In business format franchises (which are the most common type), a company expands by supplying independent business owners with an established business, including use of its name and trademark. The Franchisor company generally assists the independent owners considerably in launching and running their businesses. In return, the business owners pay fees and royalties. In most cases, the Franchisee also buys supplies from the Franchisor. Fast food restaurants are good examples of this type of franchise. Prominent examples include KFC, Burger King, and Pizza Hut.

With product franchises, manufactures control how retail stores distribute their products. Through this kind of agreement, manufacturers allow retailers to distribute their products and to use the manufacturer’s name and trademarks. To obtain these rights, store owners must pay fees or buy a minimum amount of product for sale. In Mongolia there are several clothing retail stores that utilize this type of franchise, for example, United colors of Benetton stores, and Mango stores.

Through manufacturing franchises, a Franchisor grants a manufacturer the right to produce and sell products using its name and trademark. This type of franchise is common among food and beverage companies. For example, soft drink bottlers often obtain Franchise rights from soft drink companies to produce, bottle, and distribute soft drinks. For example, MCS Coca-Cola LLC obtained Franchise rights to produce, bottle and distribute soft drinks of the Coca-Cola company in Mongolia.

There are four basic types of franchise agreements: single-unit, multi-unit, area development and master franchising agreements.

A single-unit franchise agreement is the most common and is simply where a Franchisor grants a Franchisee rights to open and operate one single Franchise unit. In Mongolia, explicit examples are Caffé Bene, a coffeehouse chain, or Re/max, a real estate agency. All single units of these chains use the same trademark and same utilize the business operations system of the Franchisor. However, every single unit in Mongolia is owned by a different local company.

A multi-unit franchise agreement is where a Franchisor grants a Franchisee rights to open more than one franchise unit. For example, Tavan Bogd Foods LLC has multi-unit franchise rights to operate KFC restaurants in Mongolia, and Max Center LLC has multi-unit franchise rights to operate Burger King restaurants.

An area development agreement allows a Franchisee the right to open multiple units over an agreed amount of time within a specified geographic location and/or to own rights to their specific territory and earn money on each franchise sold in their territory through sharing of the franchise fee and ongoing royalties.

A master franchise agreement, also referred to as sub-franchising, gives a Franchisee the same rights as an area development agreement but also gives that Franchisee rights to establish franchises arrangements with other individuals or entities within the specified territory. A Master Franchisee assumes many of the tasks and obligations of the Franchisor such as training and support and receives a portion of the franchise fee and royalties. While technically there are significant differences there are times that master franchising and area development are used interchangeably.

The regulation of franchising varies country to country. While some countries have adopted separate franchising laws, many countries do not have a separate law that regulates franchising in its entirety. In most countries franchising is regulated in their commercial laws, commercial codes or civil codes, and in some countries it falls under regulation of several laws.
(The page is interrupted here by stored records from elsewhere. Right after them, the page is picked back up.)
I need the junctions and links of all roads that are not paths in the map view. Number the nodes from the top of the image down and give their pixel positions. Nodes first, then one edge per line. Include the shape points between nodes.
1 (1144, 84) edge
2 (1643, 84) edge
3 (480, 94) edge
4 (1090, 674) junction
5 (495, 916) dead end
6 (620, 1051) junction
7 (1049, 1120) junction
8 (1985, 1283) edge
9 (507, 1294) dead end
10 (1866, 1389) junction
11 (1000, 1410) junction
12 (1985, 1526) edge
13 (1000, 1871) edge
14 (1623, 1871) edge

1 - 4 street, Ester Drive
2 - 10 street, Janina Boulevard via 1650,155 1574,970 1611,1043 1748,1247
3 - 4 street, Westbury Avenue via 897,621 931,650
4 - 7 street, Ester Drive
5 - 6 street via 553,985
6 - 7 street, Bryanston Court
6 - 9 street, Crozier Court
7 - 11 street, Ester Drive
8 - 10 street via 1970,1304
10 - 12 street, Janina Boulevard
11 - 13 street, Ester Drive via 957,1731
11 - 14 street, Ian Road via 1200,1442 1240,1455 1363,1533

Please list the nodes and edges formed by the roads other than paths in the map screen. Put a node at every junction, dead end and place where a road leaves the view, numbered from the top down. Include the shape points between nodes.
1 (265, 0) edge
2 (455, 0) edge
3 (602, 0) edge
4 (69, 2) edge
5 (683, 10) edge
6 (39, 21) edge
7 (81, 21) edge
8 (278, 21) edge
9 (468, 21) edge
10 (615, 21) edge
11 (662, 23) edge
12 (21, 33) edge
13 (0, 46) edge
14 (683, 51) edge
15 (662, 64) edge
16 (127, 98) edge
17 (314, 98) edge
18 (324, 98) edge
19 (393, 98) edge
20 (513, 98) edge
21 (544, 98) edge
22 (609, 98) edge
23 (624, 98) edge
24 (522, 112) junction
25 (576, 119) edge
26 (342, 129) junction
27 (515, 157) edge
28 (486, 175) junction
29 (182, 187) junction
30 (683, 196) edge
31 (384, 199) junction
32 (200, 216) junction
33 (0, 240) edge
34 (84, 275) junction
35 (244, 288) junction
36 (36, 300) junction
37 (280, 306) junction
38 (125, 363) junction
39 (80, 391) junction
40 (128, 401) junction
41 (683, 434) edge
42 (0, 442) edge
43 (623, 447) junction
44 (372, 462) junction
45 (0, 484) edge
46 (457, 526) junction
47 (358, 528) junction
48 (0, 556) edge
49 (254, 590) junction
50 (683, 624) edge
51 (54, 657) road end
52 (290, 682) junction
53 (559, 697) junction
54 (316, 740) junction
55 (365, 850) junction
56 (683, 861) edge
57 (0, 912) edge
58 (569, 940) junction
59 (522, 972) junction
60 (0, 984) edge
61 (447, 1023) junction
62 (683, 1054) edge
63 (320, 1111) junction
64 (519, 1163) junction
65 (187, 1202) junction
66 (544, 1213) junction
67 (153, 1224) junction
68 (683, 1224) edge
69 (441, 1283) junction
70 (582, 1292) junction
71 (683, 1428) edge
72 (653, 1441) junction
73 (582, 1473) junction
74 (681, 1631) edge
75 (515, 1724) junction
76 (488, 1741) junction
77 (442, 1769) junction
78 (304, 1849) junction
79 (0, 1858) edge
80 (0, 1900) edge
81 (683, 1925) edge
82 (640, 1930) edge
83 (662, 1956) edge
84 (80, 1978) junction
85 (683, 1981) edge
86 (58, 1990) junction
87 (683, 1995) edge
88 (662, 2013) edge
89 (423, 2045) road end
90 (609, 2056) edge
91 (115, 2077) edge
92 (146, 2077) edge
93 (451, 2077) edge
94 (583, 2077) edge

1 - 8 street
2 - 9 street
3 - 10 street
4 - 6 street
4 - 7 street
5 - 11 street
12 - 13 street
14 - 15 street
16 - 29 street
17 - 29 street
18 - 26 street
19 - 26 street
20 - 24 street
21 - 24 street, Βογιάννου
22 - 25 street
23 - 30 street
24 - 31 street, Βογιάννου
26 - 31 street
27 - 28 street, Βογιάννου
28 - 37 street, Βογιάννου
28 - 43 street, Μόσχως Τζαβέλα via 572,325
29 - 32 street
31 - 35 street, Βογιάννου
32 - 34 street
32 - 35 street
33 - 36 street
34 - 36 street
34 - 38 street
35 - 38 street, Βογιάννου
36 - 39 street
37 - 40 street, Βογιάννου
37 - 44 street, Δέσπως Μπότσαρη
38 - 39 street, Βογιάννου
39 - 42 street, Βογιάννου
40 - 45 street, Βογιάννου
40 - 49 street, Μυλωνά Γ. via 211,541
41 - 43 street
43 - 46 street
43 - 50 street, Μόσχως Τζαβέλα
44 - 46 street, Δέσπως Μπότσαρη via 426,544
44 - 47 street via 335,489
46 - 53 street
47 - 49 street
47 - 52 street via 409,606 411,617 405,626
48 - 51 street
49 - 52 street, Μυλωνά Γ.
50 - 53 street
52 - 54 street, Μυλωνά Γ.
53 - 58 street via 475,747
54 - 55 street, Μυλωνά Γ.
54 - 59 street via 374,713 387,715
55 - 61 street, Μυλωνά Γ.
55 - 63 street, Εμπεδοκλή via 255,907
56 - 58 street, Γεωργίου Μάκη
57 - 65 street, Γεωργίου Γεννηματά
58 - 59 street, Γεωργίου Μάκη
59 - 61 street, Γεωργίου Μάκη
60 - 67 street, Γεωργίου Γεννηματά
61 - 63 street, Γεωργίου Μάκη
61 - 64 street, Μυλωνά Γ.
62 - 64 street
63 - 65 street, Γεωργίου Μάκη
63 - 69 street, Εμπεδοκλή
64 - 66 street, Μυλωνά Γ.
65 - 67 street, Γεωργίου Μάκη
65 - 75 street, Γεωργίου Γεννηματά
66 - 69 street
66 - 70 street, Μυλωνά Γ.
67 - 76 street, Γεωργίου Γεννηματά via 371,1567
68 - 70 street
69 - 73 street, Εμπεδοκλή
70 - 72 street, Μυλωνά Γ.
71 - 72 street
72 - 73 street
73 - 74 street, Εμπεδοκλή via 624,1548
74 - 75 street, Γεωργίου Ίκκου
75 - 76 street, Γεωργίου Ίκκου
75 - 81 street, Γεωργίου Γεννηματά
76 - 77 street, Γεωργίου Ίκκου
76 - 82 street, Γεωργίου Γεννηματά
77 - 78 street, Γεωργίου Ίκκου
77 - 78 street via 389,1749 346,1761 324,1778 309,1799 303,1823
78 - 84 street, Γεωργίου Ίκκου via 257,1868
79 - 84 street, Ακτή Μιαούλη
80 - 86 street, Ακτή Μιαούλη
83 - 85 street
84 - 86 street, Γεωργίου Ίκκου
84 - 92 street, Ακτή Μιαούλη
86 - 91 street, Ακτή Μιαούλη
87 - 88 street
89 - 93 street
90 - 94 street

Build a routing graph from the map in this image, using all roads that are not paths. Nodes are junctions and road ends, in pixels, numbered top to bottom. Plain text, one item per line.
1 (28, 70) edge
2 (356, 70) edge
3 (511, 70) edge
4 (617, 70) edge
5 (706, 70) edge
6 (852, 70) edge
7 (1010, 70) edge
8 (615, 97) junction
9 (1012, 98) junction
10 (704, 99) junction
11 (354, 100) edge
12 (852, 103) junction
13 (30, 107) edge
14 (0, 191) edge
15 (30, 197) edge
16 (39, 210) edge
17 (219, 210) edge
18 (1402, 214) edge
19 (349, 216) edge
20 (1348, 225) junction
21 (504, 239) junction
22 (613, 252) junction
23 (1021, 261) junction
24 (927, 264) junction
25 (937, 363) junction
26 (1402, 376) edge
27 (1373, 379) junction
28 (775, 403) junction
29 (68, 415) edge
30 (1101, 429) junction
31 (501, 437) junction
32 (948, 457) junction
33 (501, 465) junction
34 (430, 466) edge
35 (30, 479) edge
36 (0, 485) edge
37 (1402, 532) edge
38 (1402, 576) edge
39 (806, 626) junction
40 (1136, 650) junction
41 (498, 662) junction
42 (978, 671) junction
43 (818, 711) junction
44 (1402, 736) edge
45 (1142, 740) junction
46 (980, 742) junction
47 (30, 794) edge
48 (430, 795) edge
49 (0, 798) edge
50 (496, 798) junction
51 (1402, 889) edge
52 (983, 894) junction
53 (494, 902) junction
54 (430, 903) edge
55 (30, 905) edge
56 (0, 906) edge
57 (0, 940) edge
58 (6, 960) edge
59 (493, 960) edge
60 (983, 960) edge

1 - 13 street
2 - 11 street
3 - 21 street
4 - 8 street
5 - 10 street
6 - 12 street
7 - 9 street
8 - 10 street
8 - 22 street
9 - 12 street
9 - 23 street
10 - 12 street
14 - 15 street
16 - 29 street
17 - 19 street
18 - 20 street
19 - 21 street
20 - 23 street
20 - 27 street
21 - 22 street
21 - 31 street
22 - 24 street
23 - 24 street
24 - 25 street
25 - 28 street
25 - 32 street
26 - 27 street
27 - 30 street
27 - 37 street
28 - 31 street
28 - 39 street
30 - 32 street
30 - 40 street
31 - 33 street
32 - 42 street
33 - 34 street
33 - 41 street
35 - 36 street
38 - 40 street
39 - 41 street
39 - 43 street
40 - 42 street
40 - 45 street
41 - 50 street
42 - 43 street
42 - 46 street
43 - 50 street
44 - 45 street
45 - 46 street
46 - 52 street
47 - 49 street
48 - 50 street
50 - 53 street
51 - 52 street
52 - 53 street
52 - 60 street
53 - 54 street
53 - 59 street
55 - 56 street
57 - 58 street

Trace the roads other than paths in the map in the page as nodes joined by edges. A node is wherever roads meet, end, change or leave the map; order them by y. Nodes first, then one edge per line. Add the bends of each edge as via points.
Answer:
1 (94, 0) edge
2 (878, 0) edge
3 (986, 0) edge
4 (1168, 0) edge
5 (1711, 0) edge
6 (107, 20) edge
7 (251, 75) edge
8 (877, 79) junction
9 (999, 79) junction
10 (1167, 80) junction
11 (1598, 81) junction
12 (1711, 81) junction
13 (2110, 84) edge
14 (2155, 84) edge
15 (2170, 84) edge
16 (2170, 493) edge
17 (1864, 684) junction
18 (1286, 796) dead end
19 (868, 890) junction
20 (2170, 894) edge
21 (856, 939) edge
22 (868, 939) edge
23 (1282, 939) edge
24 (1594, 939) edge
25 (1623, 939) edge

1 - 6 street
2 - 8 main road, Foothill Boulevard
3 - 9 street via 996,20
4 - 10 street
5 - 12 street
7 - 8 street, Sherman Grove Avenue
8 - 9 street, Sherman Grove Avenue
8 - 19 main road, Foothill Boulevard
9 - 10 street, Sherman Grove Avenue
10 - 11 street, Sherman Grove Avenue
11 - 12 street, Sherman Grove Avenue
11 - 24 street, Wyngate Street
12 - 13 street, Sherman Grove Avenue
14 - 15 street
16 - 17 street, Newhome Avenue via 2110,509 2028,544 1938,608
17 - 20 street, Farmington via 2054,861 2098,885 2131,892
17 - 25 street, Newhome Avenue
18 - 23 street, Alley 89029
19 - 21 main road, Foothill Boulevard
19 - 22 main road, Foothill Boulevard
In Mongolia franchise arrangements are regulated via Articles 333 – 338 of the Civil Code. The Civil Code provides the definition of a Franchise Agreement, and outlines the legal obligations and liabilities of the parties, terms of agreement, and non-competition terms. Intellectual property related aspects of a franchise agreement shall be regulated by relevant intellectual property laws.

It seems clear that franchising model in Mongolia is poised to continue to grow, as several global brands have announced their opening in Mongolia in the near future. Of course, prior to any franchise arrangement in Mongolia, a foreign business should seek out qualified advice from their Mongolian lawyer.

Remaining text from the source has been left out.